Prince Azim, the gay son of Sultan Hassanal Bolkiah of Brunei who forged a minor career as a Hollywood producer, has died. He was 38.
The prince passed away October 24 at a hospital in Jerudong, according to government officials.
Bruneian authorities have not revealed the cause of death, but those familiar with the prince’s health told QNews he had received treatment for liver cancer in recent years.
With an estimated net worth of $5 billion and a Rolodex which ranged from Mariah Carey to Pamela Anderson, the second son of the sultan poured his wealth into his film production company, Daryl Prince Productions, as well as several stints in fashion design.
Through his company, he produced the George Wolfe drama You’re Not You in 2014, starring Hilary Swank, Emmy Rossum and Josh Duhamel, as well as Dark Places, Wild Oats and The Happy Prince.
Azim threw elaborate, lavish birthday parties for himself attended by the entertainment glitterati and Hollywood moguls, at odds with the scrupulous and hard-line Islamic beliefs enforced by his father on Brunei’s 420,000 citizens.
He was outed in 2019 by gossip columnist Perez Hilton amid the backlash against Bolkiah for pushing for brutal punishments for queer sex that rankled LGBT+ rights activists.

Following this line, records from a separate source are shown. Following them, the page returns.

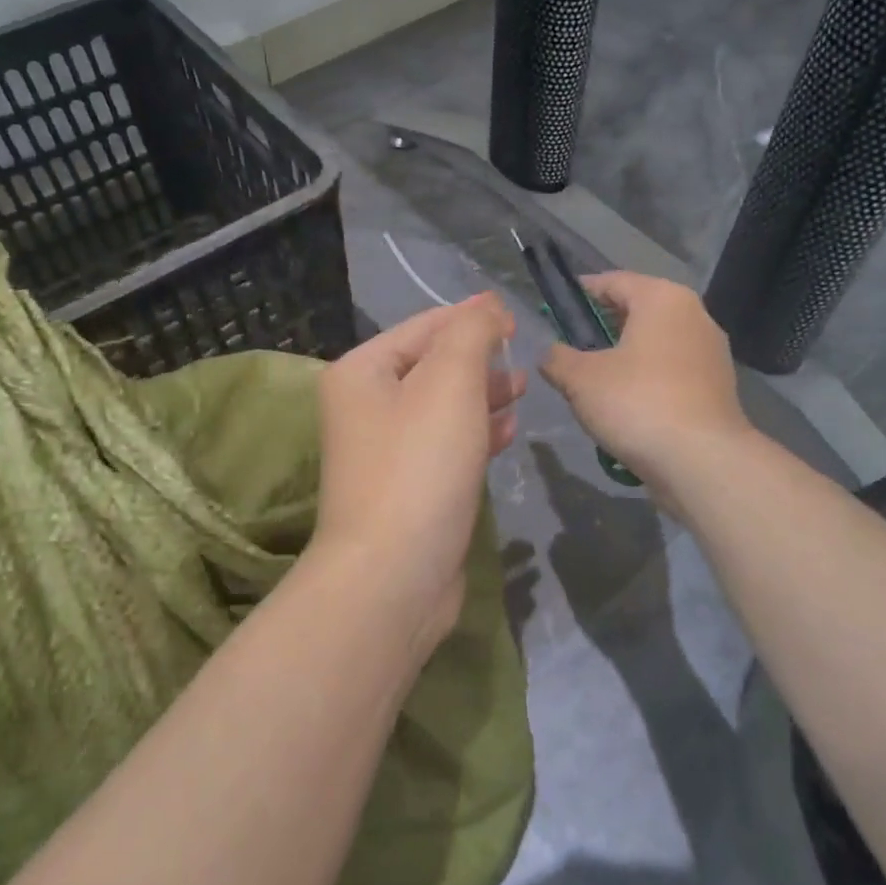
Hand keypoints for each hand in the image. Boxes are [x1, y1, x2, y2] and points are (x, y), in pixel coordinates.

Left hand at [311, 295, 523, 647]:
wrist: (394, 575)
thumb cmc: (419, 466)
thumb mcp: (449, 382)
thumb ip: (471, 334)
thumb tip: (487, 308)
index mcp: (362, 372)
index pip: (424, 326)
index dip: (472, 317)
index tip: (516, 317)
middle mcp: (365, 407)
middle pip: (432, 366)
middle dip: (479, 358)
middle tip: (522, 359)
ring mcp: (386, 452)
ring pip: (442, 407)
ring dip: (483, 395)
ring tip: (523, 390)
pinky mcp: (409, 489)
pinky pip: (446, 446)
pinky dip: (477, 434)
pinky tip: (508, 433)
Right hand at [537, 273, 750, 494]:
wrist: (701, 460)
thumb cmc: (637, 403)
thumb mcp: (580, 379)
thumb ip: (557, 358)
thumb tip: (550, 355)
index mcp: (662, 298)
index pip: (613, 281)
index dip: (581, 292)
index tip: (555, 309)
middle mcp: (694, 315)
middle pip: (638, 311)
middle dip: (602, 326)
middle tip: (571, 348)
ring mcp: (711, 352)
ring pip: (656, 343)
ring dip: (625, 356)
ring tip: (594, 381)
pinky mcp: (718, 386)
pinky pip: (672, 371)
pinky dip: (648, 379)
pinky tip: (627, 405)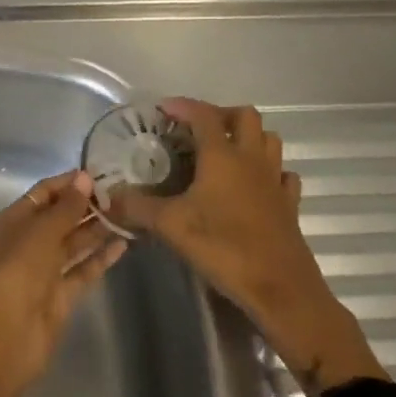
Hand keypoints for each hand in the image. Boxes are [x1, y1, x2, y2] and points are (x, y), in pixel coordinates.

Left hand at [0, 171, 126, 396]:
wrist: (9, 332)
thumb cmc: (20, 269)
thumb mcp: (43, 230)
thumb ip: (67, 206)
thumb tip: (84, 178)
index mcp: (15, 220)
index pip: (44, 193)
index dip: (68, 183)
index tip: (99, 175)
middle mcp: (29, 242)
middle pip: (61, 218)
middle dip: (86, 206)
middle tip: (121, 194)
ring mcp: (45, 270)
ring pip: (74, 243)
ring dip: (97, 229)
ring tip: (127, 214)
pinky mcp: (62, 295)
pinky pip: (83, 269)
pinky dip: (101, 257)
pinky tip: (123, 244)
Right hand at [111, 99, 383, 392]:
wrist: (280, 290)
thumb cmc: (224, 248)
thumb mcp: (171, 226)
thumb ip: (137, 208)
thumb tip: (105, 198)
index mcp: (222, 156)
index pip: (203, 114)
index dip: (183, 106)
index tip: (163, 109)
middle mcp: (251, 159)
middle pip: (244, 116)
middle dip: (220, 115)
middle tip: (197, 130)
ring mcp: (275, 180)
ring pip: (269, 140)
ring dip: (248, 137)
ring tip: (225, 151)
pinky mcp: (290, 205)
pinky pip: (283, 175)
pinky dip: (270, 171)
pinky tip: (256, 184)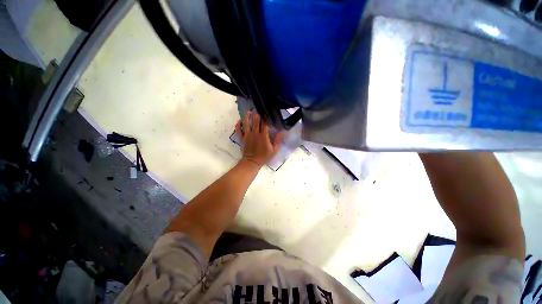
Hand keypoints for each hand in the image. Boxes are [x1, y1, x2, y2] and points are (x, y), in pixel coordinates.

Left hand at [236, 111, 284, 167]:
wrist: (252, 162)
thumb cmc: (264, 156)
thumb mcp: (274, 150)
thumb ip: (278, 141)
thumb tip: (282, 132)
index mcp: (263, 136)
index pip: (264, 124)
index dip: (264, 117)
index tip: (265, 112)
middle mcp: (255, 133)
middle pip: (255, 121)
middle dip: (256, 114)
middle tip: (256, 109)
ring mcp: (247, 135)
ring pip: (246, 123)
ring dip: (247, 116)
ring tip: (247, 111)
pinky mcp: (241, 138)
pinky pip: (238, 130)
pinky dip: (238, 124)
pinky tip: (240, 120)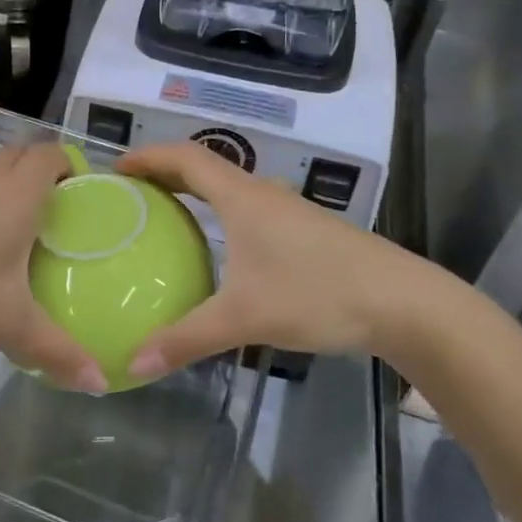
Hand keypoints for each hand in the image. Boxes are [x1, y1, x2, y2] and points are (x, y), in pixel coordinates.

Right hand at [117, 141, 462, 381]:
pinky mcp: (307, 232)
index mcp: (243, 198)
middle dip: (166, 173)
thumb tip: (132, 364)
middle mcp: (263, 194)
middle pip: (206, 168)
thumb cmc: (318, 294)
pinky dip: (221, 214)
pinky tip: (219, 248)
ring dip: (196, 193)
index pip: (186, 158)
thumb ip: (186, 339)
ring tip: (166, 216)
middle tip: (132, 193)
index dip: (149, 157)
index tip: (117, 168)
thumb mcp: (245, 318)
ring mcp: (289, 211)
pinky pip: (249, 209)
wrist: (404, 303)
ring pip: (231, 189)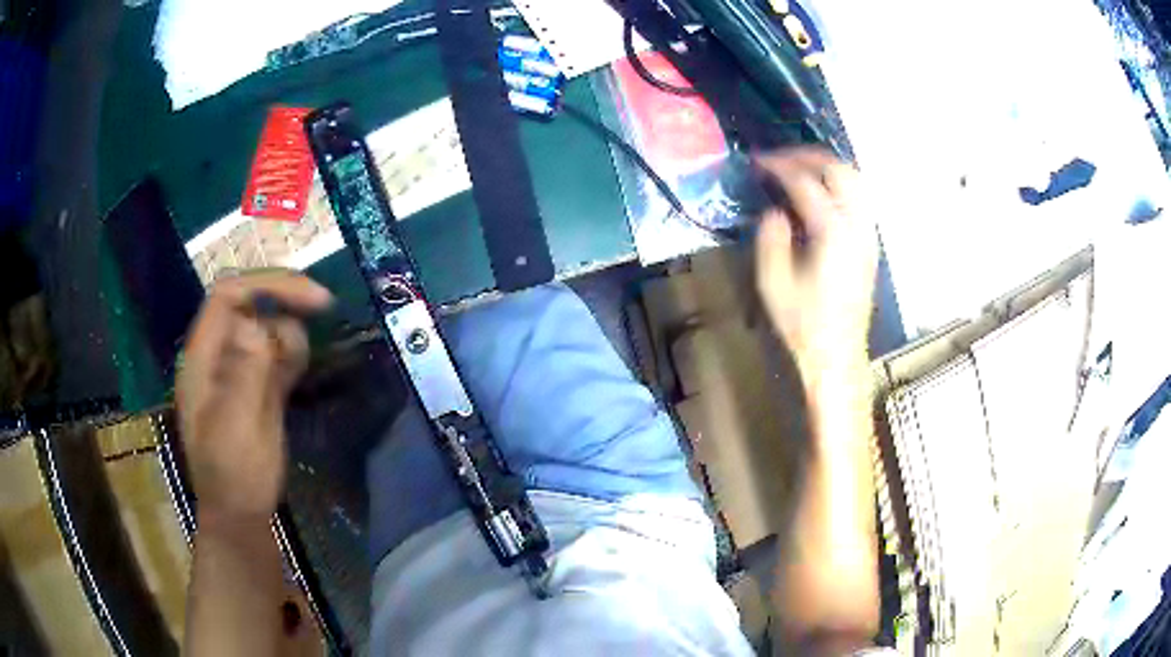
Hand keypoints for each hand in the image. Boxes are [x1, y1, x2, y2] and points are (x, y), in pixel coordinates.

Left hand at [176, 271, 331, 523]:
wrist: (240, 515)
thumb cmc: (233, 477)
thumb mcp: (235, 431)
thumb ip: (242, 377)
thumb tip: (256, 327)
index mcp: (203, 357)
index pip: (228, 295)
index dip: (267, 284)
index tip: (311, 297)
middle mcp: (218, 354)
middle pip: (250, 302)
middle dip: (285, 300)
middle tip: (324, 308)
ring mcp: (238, 369)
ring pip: (267, 325)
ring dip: (290, 334)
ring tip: (295, 374)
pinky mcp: (257, 385)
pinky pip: (276, 351)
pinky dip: (293, 352)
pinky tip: (298, 372)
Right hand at [754, 148, 877, 385]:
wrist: (837, 353)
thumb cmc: (803, 323)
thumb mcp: (773, 283)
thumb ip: (771, 238)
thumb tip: (775, 210)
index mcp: (832, 233)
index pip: (806, 182)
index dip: (779, 166)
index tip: (757, 161)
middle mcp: (857, 226)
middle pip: (839, 170)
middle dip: (807, 156)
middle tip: (779, 158)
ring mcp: (868, 234)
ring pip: (855, 180)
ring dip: (827, 166)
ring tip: (799, 168)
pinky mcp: (870, 243)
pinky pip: (860, 197)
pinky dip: (839, 183)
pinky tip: (821, 192)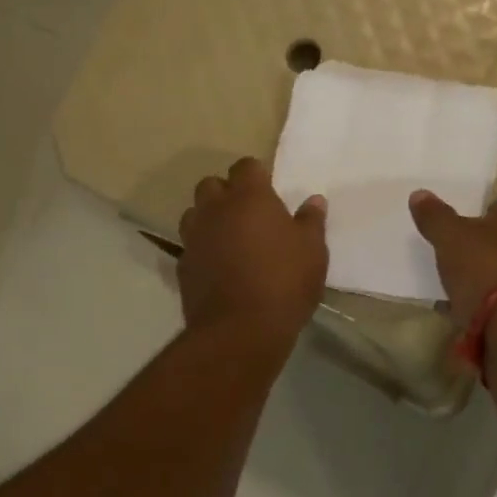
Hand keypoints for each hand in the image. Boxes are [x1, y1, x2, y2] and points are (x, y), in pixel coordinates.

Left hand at [177, 158, 328, 343]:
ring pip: (194, 214)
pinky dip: (202, 250)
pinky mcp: (182, 266)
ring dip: (208, 219)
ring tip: (229, 238)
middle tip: (247, 214)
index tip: (269, 192)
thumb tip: (314, 200)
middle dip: (226, 193)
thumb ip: (311, 221)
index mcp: (249, 197)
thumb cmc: (284, 282)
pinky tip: (218, 267)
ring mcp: (194, 237)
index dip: (256, 176)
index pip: (246, 166)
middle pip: (211, 185)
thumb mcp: (312, 251)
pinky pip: (190, 247)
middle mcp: (215, 210)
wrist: (240, 329)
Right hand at [409, 189, 496, 322]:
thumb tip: (419, 194)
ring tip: (460, 277)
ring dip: (490, 270)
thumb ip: (435, 216)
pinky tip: (466, 304)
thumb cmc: (487, 264)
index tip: (475, 215)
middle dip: (492, 240)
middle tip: (462, 245)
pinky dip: (491, 296)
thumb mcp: (450, 236)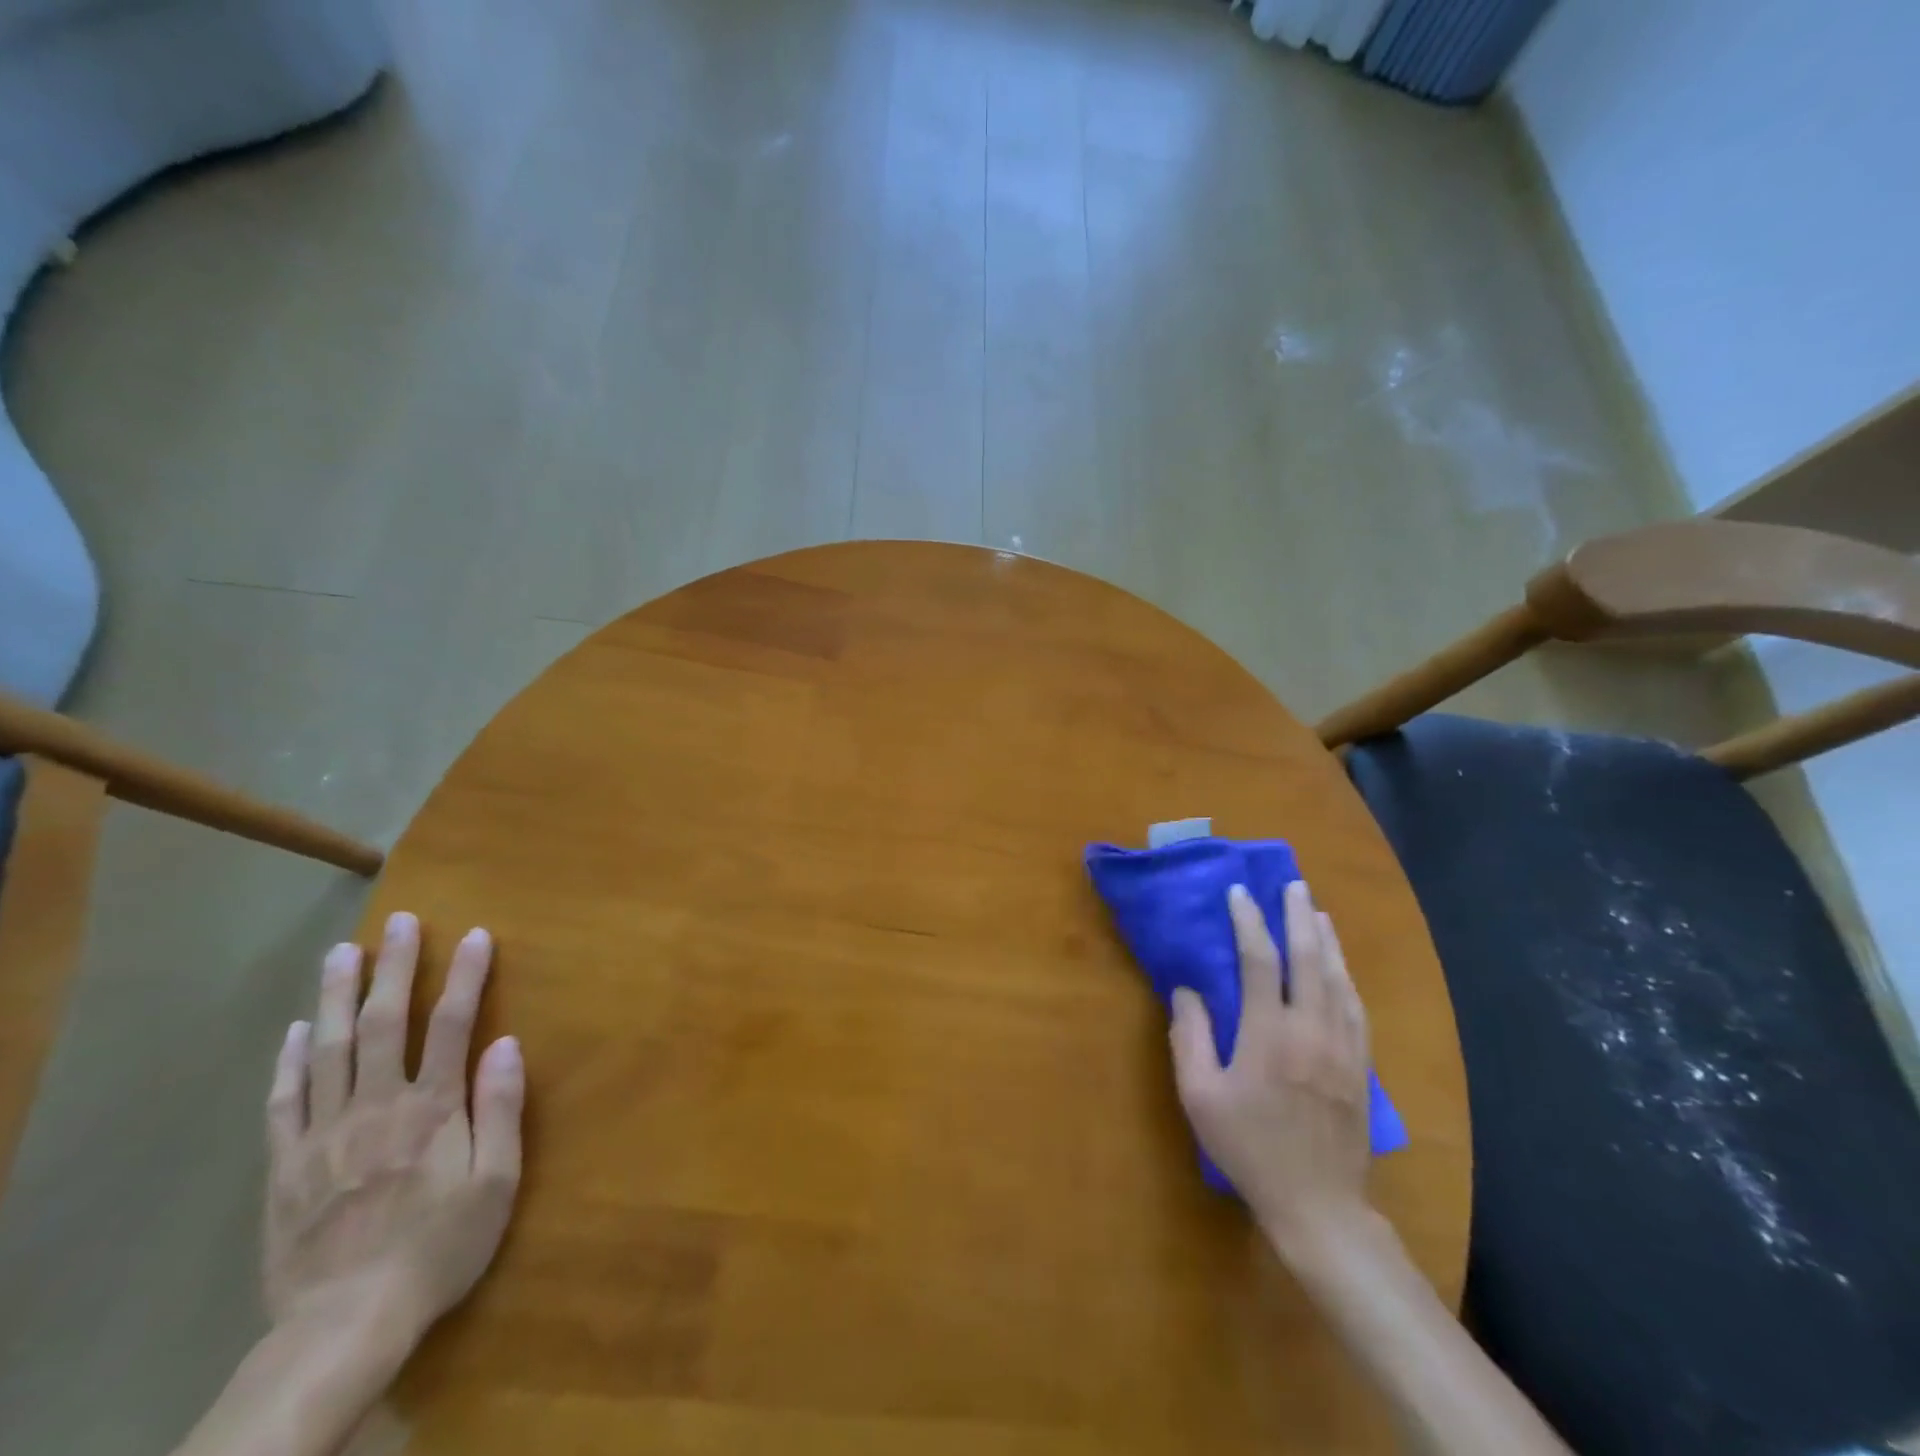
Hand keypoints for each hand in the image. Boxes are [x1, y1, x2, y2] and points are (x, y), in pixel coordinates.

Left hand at [264, 913, 523, 1344]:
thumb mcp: (496, 1182)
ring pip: (330, 1049)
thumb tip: (507, 1042)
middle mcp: (376, 1105)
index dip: (466, 975)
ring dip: (339, 996)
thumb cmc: (439, 1246)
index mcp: (432, 1108)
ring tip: (343, 953)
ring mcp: (324, 1133)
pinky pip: (284, 1101)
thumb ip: (500, 1108)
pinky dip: (289, 1061)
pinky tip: (297, 1030)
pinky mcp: (286, 1164)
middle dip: (396, 967)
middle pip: (386, 1022)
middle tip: (400, 922)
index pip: (454, 1023)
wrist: (345, 1322)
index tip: (477, 934)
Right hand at [1170, 880, 1371, 1256]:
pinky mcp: (1361, 1065)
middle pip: (1309, 958)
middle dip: (1299, 916)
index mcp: (1268, 1033)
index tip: (1238, 894)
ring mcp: (1343, 1046)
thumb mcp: (1199, 1095)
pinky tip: (1340, 966)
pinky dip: (1346, 975)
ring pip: (1338, 977)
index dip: (1248, 921)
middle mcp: (1311, 1029)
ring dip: (1327, 939)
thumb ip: (1189, 1036)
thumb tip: (1186, 990)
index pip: (1260, 960)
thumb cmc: (1249, 1147)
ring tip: (1317, 911)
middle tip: (1293, 884)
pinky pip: (1356, 1006)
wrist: (1318, 1204)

Prince Azim: Power-spender and producer who reportedly supported the death penalty on queer sex.
Last year, Bolkiah bulldozed a harsh penal code in Brunei, a small sultanate on the island of Borneo in south east Asia, which called for death by stoning for sex between men and lashes for lesbians, among other harrowing punishments.
Such a sweeping upheaval of the code was completely in the Sultan’s remit – he is also prime minister, defence minister, finance minister and foreign minister, according to his official biography.
The statutes netted the support of Prince Azim, the New York Post reported.
Elsewhere, however, the enactment of such a severe and strict interpretation of Shariah law was met with a buzzsaw of opposition across the world,.
Celebrities cand LGBT+ campaigners called for the boycott of the various exclusive hotels, banks and financiers tied to the sovereign wealth fund, while tourism boards and transport operators minimised promotions with Brunei and British universities rescinded honorary degrees.
It worked, kind of. Brunei officials backtracked on the death penalty for queer sex by granting a moratorium, but the laws remain on the books, signalling the depths of the faithfulness the Sultan feels to punishing LGBT+ people.
The country had already outlawed homosexuality – punishable by up to decades imprisonment.